Exercise brief = Restate word for word all of the lines below, with each image left out.

====== Data for this task ======

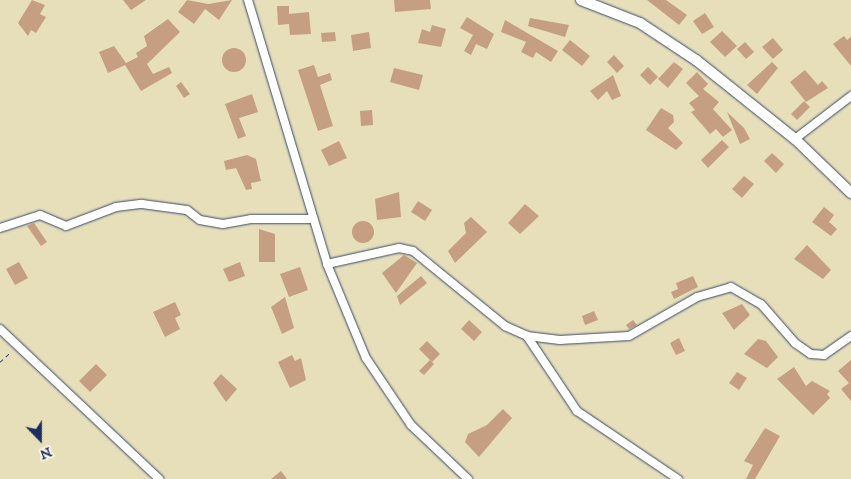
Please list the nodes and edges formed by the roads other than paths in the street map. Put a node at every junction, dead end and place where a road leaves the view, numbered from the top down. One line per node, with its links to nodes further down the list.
1 (248, 0): 6 (street)
2 (582, 0): 4 (street)
3 (851, 96): 4 (street)
4 (795, 139): 5 (street)
5 (851, 193)
6 (313, 219): 7 (street); 8 (street)
7 (0, 228)
8 (327, 264): 10 (street); 15 (street)
9 (0, 329): 12 (street)
10 (526, 336): 11 (street); 16 (street)
11 (851, 336)
12 (143, 467): 13 (street); 14 (street)
13 (150, 479)
14 (159, 479)
15 (468, 479)
16 (678, 479)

======

Task output =
Please list the nodes and edges formed by the roads other than paths in the street map. Put a node at every junction, dead end and place where a road leaves the view, numbered from the top down. One line per node, with its links to nodes further down the list.
1 (248, 0): 6 (street)
2 (582, 0): 4 (street)
3 (851, 96): 4 (street)
4 (795, 139): 5 (street)
5 (851, 193)
6 (313, 219): 7 (street); 8 (street)
7 (0, 228)
8 (327, 264): 10 (street); 15 (street)
9 (0, 329): 12 (street)
10 (526, 336): 11 (street); 16 (street)
11 (851, 336)
12 (143, 467): 13 (street); 14 (street)
13 (150, 479)
14 (159, 479)
15 (468, 479)
16 (678, 479)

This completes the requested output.